Alex le dio un beso en los labios, no un beso apasionado, sino tierno. Había habido pasión antes y la habría después, pero ese abrazo fue como una promesa de amor eterno, de confianza entre los dos. Por fin, se quedaron dormidos, sin soltarse.
Alex se despertó poco después. No sabía por qué, pero tenía la sensación de que ocurría algo. Algo terrible.
Y cuando abrió los ojos descubrió qué era: Gino.
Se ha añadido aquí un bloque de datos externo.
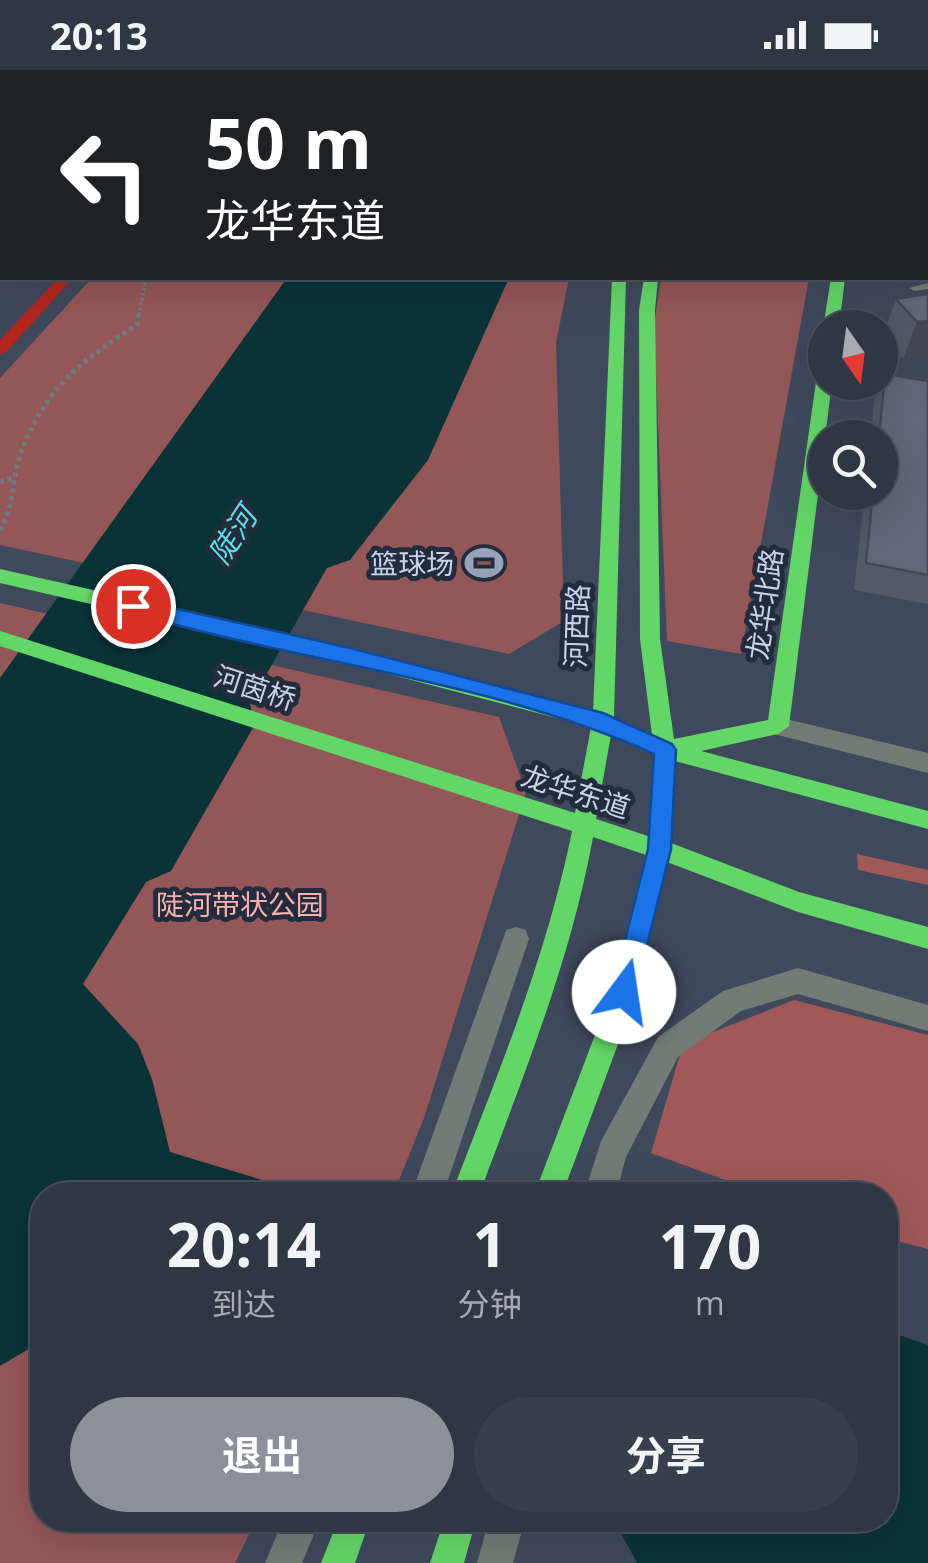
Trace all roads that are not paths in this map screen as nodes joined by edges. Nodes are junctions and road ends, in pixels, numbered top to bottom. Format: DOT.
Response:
graph roads {
  1 [pos="64,280"];
  2 [pos="619,280"];
  3 [pos="652,280"];
  4 [pos="838,280"];
  5 [pos="928,286"];
  6 [pos="914,288"];
  7 [pos="834,310"];
  8 [pos="0,349"];
  9 [pos="822,400"];
  10 [pos="0,576"];
  11 [pos="0,638"];
  12 [pos="603,722"];
  13 [pos="778,726"];
  14 [pos="320,739"];
  15 [pos="665,750"];
  16 [pos="928,763"];
  17 [pos="928,820"];
  18 [pos="584,826"];
  19 [pos="659,849"];
  20 [pos="928,938"];
  21 [pos="516,939"];
  22 [pos="928,1018"];
  23 [pos="432,1182"];
  24 [pos="470,1182"];
  25 [pos="551,1182"];
  26 [pos="604,1182"];
  27 [pos="297,1532"];
  28 [pos="350,1532"];
  29 [pos="457,1532"];
  30 [pos="504,1532"];
  31 [pos="283,1563"];
  32 [pos="338,1563"];
  33 [pos="446,1563"];
  34 [pos="495,1563"];
  1 -- 8 [label="main road"];
  2 -- 12 [label="main road, 河西路"];
  3 -- 15 [label="main road"];
  4 -- 7 [label="main road"];
  5 -- 6 [label="lane"];
  9 -- 13 [label="main road, 龙华北路"];
  10 -- 12 [label="main road, 河茵桥"];
  11 -- 14 [label="main road, 河茵桥"];
  12 -- 15 [label="main road"];
  12 -- 18 [label="main road, 河西路"];
  13 -- 15 [label="main road"];
  13 -- 16 [label="street"];
  14 -- 18 [label="main road, 龙华东道"];
  15 -- 17 [label="main road"];
  15 -- 19 [label="main road"];
  18 -- 19 [label="main road, 龙华东道"];
  18 -- 24 [label="main road, 河西路"];
  19 -- 20 [label="main road, 龙华东道"];
  19 -- 25 [label="main road"];
  21 -- 23 [label="street"];
  22 -- 26 [label="street"];
  27 -- 31 [label="street"];
  28 -- 32 [label="main road"];
  29 -- 33 [label="main road"];
  30 -- 34 [label="street"];
}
Gino, que estaba mirándolos desde los pies de la cama con una angustiosa expresión de dolor.
Capítulo 12
Alex se quedó inmóvil. Por dentro, estaba llorando. Ahí estaba el pobre Gino, el cachorro de Gino, tan cariñoso, el último hombre al que habría querido hacer daño.
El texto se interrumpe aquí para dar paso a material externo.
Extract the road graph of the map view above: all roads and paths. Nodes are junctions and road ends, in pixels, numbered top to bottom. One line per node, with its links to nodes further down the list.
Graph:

Pero el brillo de sus ojos le decía que le había roto el corazón.
Rinaldo dormía con la cabeza sobre su hombro, con la actitud de un amante enamorado.
– ¡Gino!
Él no se movió, no dijo nada, pero estaba cada vez más pálido. Y entonces, de repente, dio un paso atrás, hacia la puerta, sin dejar de mirar a su hermano y a la mujer que amaba.
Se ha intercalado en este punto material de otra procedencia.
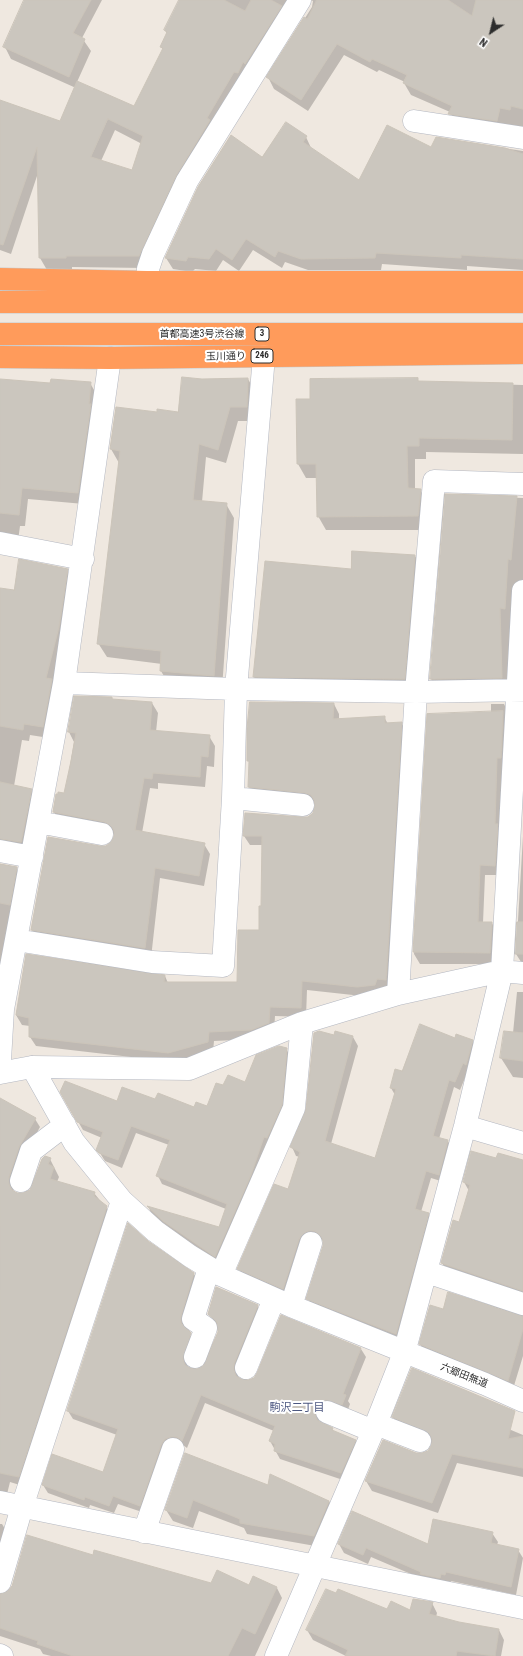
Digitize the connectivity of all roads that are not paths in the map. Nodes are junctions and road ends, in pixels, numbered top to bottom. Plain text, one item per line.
1 (300, 0) edge
2 (414, 121) dead end
3 (523, 138) edge
4 (0, 280) edge
5 (147, 282) junction
6 (523, 282) edge
7 (0, 302) edge
8 (523, 302) edge
9 (0, 334) edge
10 (523, 334) edge
11 (523, 353) edge
12 (264, 356) junction
13 (0, 357) edge
14 (110, 358) junction
15 (523, 484) edge
16 (0, 543) edge
17 (83, 559) junction
18 (523, 591) edge
19 (64, 683) junction
20 (236, 689) junction
21 (520, 690) edge
22 (416, 692) junction
23 (233, 798) junction
24 (303, 805) dead end
25 (516, 808) edge
26 (38, 822) junction
27 (102, 834) dead end
28 (0, 851) edge
29 (32, 857) junction
30 (16, 940) junction
31 (512, 972) edge
32 (398, 994) junction
33 (302, 1023) junction
34 (0, 1060) edge
35 (32, 1067) junction
36 (0, 1073) edge
37 (65, 1125) junction
38 (465, 1126) junction
39 (523, 1143) edge
40 (21, 1181) dead end
41 (122, 1201) junction
42 (311, 1243) dead end
43 (215, 1271) junction
44 (426, 1272) junction
45 (282, 1302) junction
46 (523, 1304) edge
47 (404, 1353) junction
48 (195, 1357) dead end
49 (246, 1368) dead end
50 (523, 1401) edge
51 (327, 1412) dead end
52 (375, 1427) junction
53 (420, 1440) dead end
54 (173, 1449) dead end
55 (0, 1502) edge
56 (22, 1507) junction
57 (144, 1532) junction
58 (314, 1566) junction
59 (0, 1582) edge
60 (523, 1608) edge
61 (278, 1650) edge

1 - 5 street
2 - 3 street
4 - 5 highway
5 - 6 highway
7 - 8 highway
9 - 10 highway, 首都高速3号渋谷線 / 3
11 - 12 highway, 玉川通り / 246
12 - 14 highway, 玉川通り / 246
12 - 20 street
13 - 14 highway, 玉川通り / 246
14 - 17 street
15 - 22 street
16 - 17 street
17 - 19 street
18 - 21 street
19 - 20 street
19 - 26 street
20 - 22 street
20 - 23 street
21 - 22 street
21 - 25 street
22 - 32 street
23 - 24 street
23 - 30 street
25 - 31 street
26 - 27 street
26 - 29 street
28 - 29 street
29 - 30 street
30 - 34 street
31 - 32 street
31 - 38 street
32 - 33 street
33 - 35 street
33 - 43 street
35 - 36 street
35 - 37 street, 六郷田無道
37 - 40 street
37 - 41 street, 六郷田無道
38 - 39 street
38 - 44 street
41 - 43 street, 六郷田無道
41 - 56 street
42 - 45 street
43 - 45 street, 六郷田無道
43 - 48 street
44 - 46 street
44 - 47 street
45 - 47 street, 六郷田無道
45 - 49 street
47 - 50 street, 六郷田無道
47 - 52 street
51 - 52 street
52 - 53 street
52 - 58 street
54 - 57 street
55 - 56 street
56 - 57 street
56 - 59 street
57 - 58 street
58 - 60 street
58 - 61 street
Angustiada, Alex sacudió un poco a Rinaldo. Cuando éste vio a su hermano, se puso tenso.
Gino abrió la puerta, negando con la cabeza como si no creyera lo que estaba viendo. Y luego desapareció.
– ¡Gino! -gritó Rinaldo.
Como no hubo respuesta, se levantó a toda prisa para ponerse los vaqueros y seguir a su hermano.
Alex se quedó un momento en la cama, con una mano sobre el corazón. Luego se vistió y bajó a la cocina. La terraza estaba abierta y podía ver la mesa y las sillas donde habían pasado tantas horas felices.
Gino paseaba de un lado a otro, como si su dolor fuera algo que pudiese dejar atrás. Se volvió al oír entrar a Alex y ella se quedó sorprendida al ver su cara de cerca.